## RECORD EXTRACTS

● ● ● ● ●

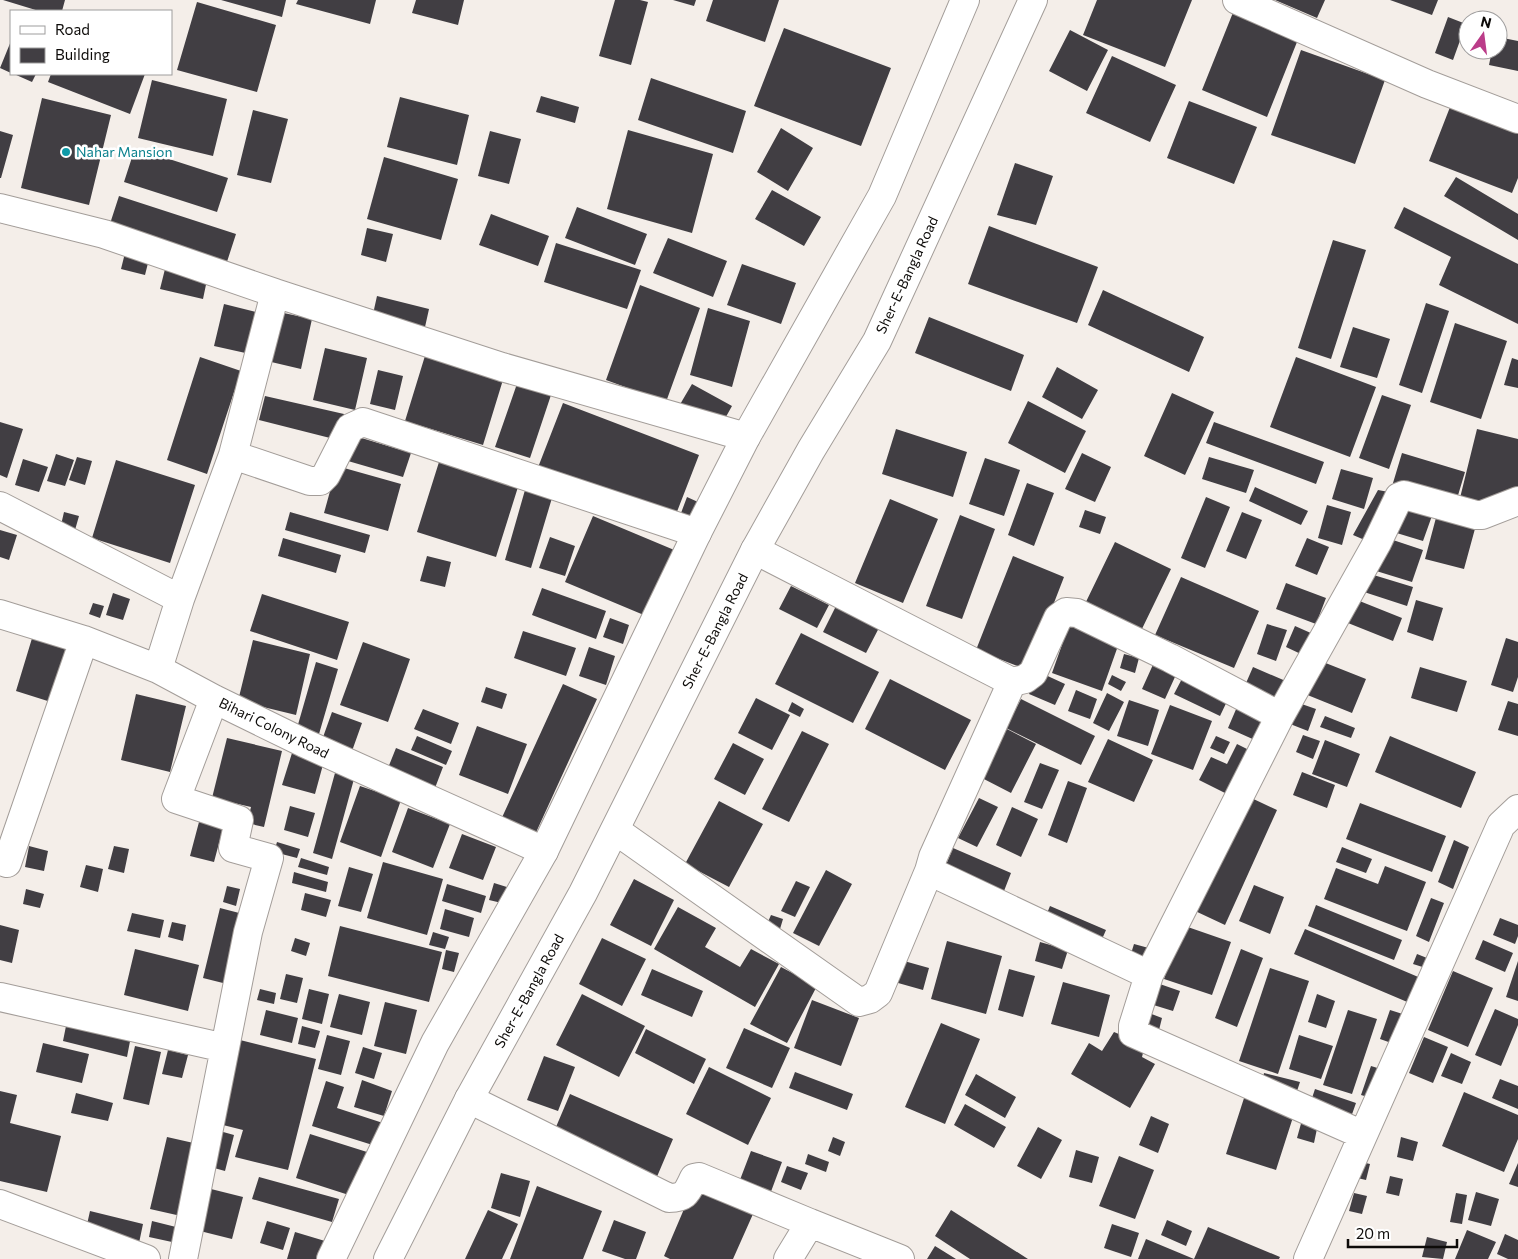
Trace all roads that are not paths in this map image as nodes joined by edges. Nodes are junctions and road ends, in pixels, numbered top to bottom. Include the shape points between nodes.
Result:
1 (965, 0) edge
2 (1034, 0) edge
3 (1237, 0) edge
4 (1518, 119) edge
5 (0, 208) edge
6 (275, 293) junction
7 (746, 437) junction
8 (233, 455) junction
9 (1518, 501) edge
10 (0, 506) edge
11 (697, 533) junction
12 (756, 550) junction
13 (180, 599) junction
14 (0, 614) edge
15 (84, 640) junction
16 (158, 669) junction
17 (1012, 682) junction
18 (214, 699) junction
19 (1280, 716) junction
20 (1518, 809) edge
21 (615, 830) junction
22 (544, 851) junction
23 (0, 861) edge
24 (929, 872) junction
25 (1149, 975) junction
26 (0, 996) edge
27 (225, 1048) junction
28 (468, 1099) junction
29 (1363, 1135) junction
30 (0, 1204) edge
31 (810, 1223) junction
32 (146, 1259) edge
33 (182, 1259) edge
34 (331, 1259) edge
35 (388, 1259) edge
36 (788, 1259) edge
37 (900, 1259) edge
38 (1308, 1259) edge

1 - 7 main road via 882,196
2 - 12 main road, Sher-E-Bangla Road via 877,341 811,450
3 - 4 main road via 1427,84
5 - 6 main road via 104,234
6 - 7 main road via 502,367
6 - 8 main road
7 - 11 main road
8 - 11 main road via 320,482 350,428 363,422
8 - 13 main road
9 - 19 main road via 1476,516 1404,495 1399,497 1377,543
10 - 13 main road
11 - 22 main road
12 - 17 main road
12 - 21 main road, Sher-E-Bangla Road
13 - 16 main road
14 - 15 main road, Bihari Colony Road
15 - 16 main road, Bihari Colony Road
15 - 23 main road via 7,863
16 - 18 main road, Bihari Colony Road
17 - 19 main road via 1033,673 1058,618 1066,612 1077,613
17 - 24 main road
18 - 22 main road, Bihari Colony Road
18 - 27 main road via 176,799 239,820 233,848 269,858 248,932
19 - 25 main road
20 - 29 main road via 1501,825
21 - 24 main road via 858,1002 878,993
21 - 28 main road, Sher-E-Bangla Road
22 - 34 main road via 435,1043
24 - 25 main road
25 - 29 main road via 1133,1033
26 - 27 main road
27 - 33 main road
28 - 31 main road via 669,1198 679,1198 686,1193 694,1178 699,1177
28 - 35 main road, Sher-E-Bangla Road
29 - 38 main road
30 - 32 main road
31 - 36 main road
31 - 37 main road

● ● ● ● ●

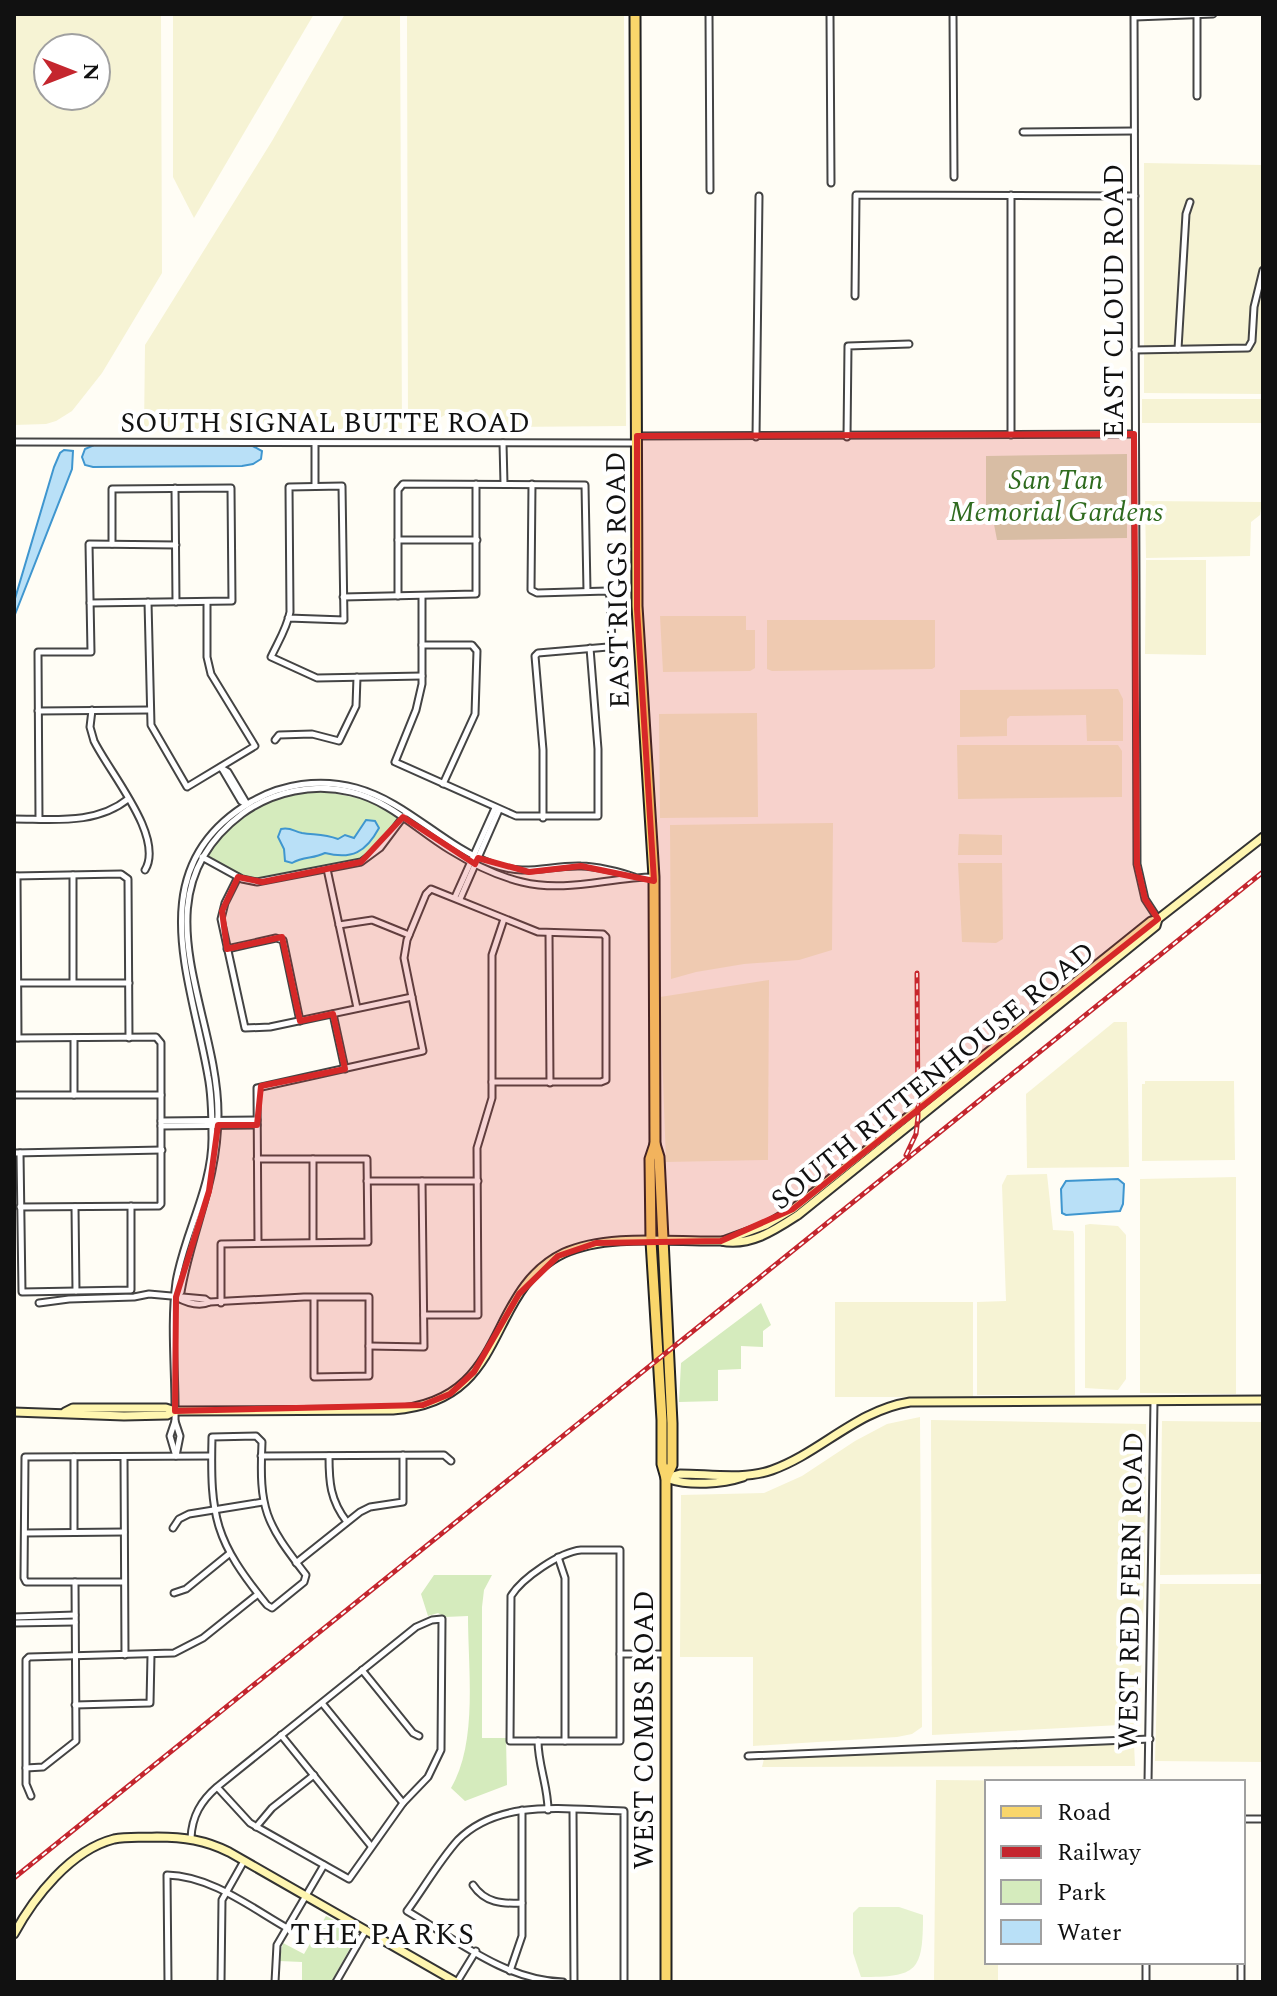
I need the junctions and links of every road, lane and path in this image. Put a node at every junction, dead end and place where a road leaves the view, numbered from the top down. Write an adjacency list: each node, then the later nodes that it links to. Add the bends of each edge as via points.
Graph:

● ● ● ● ●

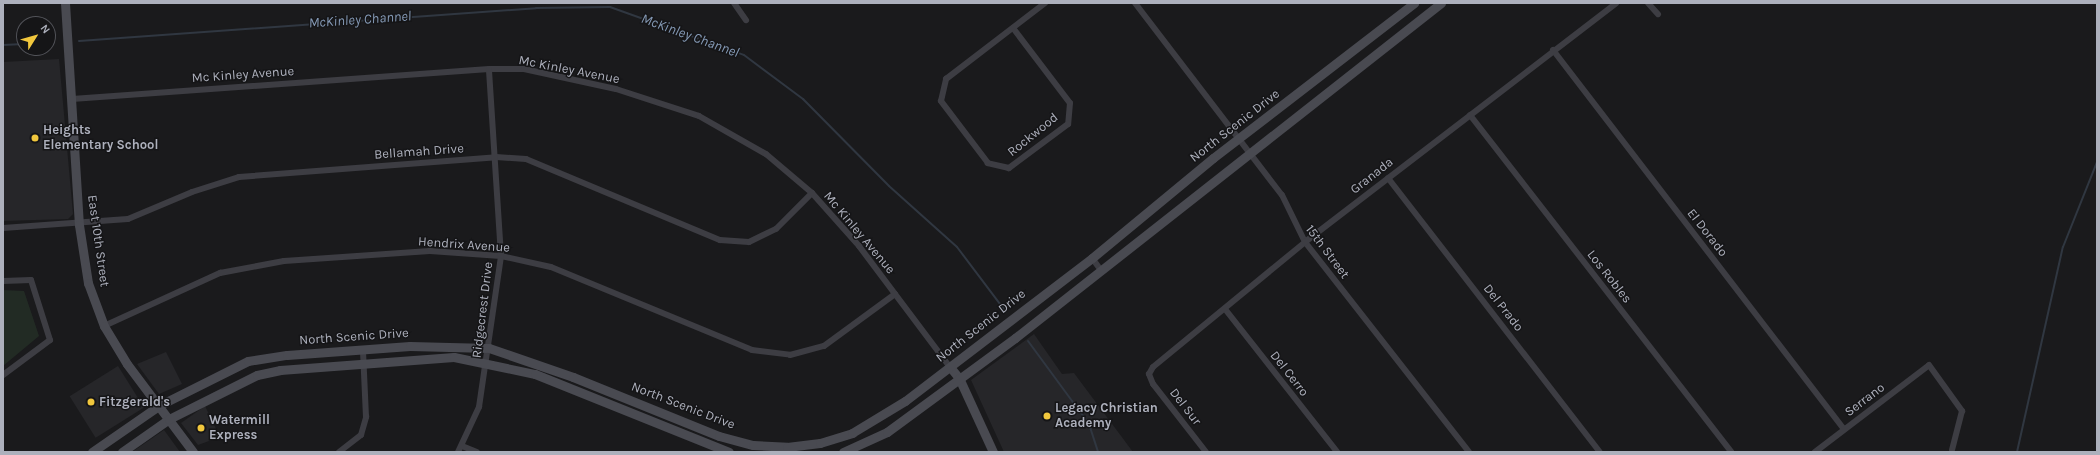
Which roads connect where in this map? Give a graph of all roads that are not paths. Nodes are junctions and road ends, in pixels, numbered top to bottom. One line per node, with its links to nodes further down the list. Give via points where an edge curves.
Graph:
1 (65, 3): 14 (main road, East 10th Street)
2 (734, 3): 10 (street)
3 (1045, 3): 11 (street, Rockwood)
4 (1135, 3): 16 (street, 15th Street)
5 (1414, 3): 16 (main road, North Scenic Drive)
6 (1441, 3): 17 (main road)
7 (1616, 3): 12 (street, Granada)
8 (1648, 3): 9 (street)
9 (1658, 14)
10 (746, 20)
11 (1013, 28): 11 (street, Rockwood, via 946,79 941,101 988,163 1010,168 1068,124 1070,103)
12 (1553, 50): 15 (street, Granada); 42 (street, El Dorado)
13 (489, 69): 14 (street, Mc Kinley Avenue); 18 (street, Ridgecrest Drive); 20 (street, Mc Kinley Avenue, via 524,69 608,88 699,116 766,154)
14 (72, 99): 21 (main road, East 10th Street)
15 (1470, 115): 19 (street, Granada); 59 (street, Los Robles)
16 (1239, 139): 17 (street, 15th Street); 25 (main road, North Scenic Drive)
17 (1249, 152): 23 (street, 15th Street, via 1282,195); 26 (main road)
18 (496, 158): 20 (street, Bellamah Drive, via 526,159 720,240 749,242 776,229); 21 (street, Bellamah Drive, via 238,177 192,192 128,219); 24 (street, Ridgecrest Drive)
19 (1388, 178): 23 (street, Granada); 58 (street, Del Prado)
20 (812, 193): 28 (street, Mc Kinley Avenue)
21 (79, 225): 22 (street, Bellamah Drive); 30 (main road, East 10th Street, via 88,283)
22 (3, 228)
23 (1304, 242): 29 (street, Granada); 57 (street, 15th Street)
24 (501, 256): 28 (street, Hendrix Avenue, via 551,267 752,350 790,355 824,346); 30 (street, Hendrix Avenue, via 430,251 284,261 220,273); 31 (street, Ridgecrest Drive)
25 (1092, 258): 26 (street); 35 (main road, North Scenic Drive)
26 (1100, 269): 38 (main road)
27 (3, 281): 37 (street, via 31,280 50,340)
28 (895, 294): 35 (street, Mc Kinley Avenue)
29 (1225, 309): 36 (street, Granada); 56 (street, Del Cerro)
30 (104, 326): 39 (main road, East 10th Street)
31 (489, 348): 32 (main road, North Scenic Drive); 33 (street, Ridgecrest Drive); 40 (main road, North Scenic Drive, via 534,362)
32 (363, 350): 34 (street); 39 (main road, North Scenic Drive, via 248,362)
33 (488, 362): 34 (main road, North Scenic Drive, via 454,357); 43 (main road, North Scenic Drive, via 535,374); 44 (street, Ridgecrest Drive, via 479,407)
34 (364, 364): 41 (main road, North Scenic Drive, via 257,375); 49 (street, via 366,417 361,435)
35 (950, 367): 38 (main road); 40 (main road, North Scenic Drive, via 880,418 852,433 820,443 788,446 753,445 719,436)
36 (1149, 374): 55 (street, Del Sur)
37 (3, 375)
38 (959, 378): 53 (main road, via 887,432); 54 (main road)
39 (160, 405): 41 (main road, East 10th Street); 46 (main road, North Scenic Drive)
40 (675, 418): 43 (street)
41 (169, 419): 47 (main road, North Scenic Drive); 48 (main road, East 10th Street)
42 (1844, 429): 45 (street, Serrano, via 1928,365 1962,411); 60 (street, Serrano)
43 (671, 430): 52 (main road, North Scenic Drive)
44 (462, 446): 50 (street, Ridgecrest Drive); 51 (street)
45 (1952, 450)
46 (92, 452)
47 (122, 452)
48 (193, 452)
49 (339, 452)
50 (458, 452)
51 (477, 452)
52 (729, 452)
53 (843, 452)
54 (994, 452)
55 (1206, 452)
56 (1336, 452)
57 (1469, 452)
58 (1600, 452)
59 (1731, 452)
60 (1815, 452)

● ● ● ● ●

## WORK INSTRUCTIONS
Pull every line with "that" from the records.

## SOLVED PROBLEM
Trace all roads that are not paths in this map image as nodes joined by edges. Nodes are junctions and road ends, in pixels, numbered top to bottom. Include the shape points between nodes.
I need the junctions and links of every road, lane and path in this image. Put a node at every junction, dead end and place where a road leaves the view, numbered from the top down. Write an adjacency list: each node, then the later nodes that it links to. Add the bends of each edge as via points.
Which roads connect where in this map? Give a graph of all roads that are not paths. Nodes are junctions and road ends, in pixels, numbered top to bottom. One line per node, with its links to nodes further down the list. Give via points where an edge curves.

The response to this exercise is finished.